I'm a designer as well, not just a developer, and it's layout is really well done: clean, straightforward, clearly presented, and the data is easy to find. They link to studies and always err on the side of caution in their descriptions.
In my experience, this is often the cause of mysterious drops in search ranking. It's very easy to inadvertently introduce changes that negatively impact your ranking without even noticing.
At a quick glance, I noticed that many articles on examine.com link to hundreds of external references (e.g. more than half the page of https://examine.com/supplements/creatine/). In Internet Archive snapshots from before the redesign, these have the rel="nofollow" attribute, but on the current site, they do not. I'm not saying that's the cause, but it might be worth looking into exactly what changed in the redesign.

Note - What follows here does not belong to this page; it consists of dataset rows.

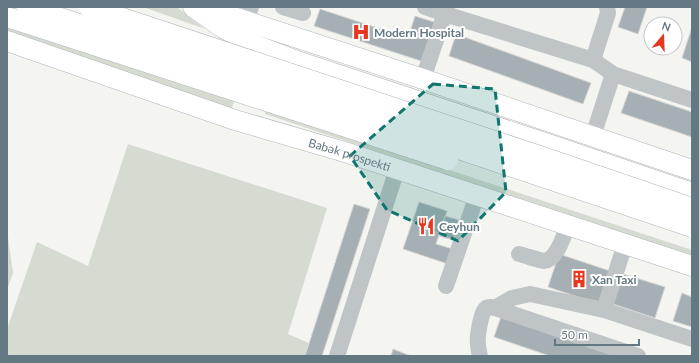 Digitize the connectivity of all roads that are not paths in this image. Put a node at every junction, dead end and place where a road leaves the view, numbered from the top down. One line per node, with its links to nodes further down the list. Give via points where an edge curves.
1 (89, 7): 24 (main road, bridge)
2 (193, 7): 14 (main road, via 247,41)
3 (203, 7): 8 (main road)
4 (283, 7): 9 (street)
5 (425, 7): 7 (street)
6 (607, 7): 13 (street, via 608,13)
7 (446, 11): 13 (street); 16 (street)
8 (248, 14): 16 (main road)
9 (303, 14)
10 (28, 16): 11 (main road); 26 (main road, bridge, via 351,113); 27 (main road, bridge, via 345,126)
11 (7, 17)
12 (7, 41): 19 (main road, Babək prospekti, via 235,120)
13 (593, 60): 15 (street)
14 (300, 62): 19 (main road, via 276,60 262,69 255,78 252,91 257,110 267,120); 22 (main road)
15 (613, 74): 17 (street); 18 (street)
16 (423, 79): 18 (main road)
17 (692, 100)
18 (593, 136): 21 (main road)
19 (348, 153): 20 (main road, Babək prospekti)
20 (397, 169): 23 (main road, Babək prospekti); 35 (street)
21 (692, 170)
22 (692, 193)
23 (477, 196): 25 (main road, Babək prospekti); 31 (street)
24 (692, 208)
25 (568, 225): 28 (main road, Babək prospekti); 29 (street, via 558,250 551,258 544,261)
26 (692, 227)
27 (692, 240)
28 (625, 244): 30 (main road, Babək prospekti); 33 (street)
29 (519, 254)
30 (692, 266)
31 (446, 286)
32 (495, 308): 33 (street, via 512,298 530,294); 36 (street, via 485,308 483,312 478,343); 37 (street)
33 (604, 310): 34 (street)
34 (692, 339)
35 (337, 356)
36 (480, 356)
37 (638, 356) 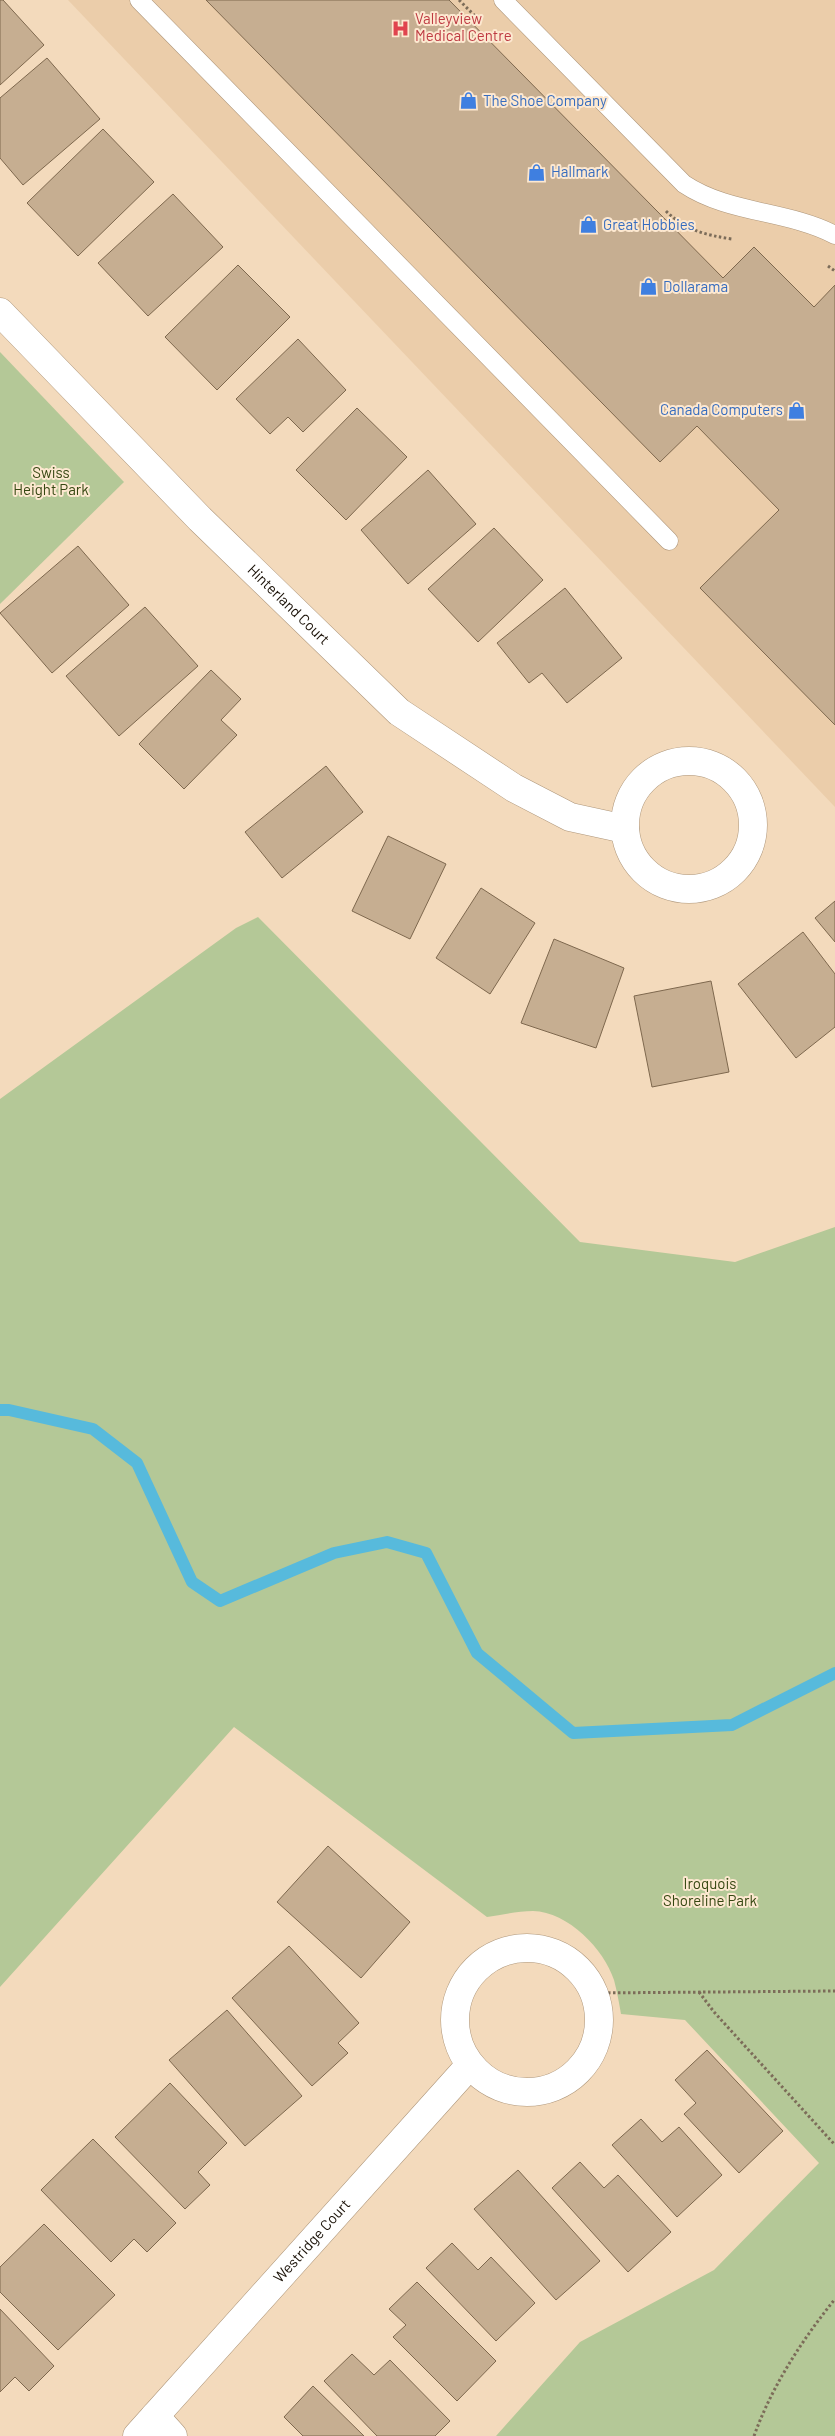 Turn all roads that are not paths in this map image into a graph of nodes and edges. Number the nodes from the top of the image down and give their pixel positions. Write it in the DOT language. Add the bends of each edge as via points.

For me, I've never even heard of the website in question. Why would I, as it's not a field of interest for me. However, if I were to search for it, it would be a search engine result, not a search field on some website I have never knew existed.
Sidebar: examine is one of two sites I regular use the google site filter for: “site:examine.com (supplement name)”. A good search engine would put it first for basically any supplement.
Also, the main page has 2 search boxes if we want to get pedantic about it. Why? I'm assuming as a dev type mindset that they will do the same thing as one is always there while the landing page disappears with use.
And so if you end up on https://examine.com/supplements/creatine/ it pretty much blows away all other pages on creatine.
So at the end of the day, you still end up on useful information.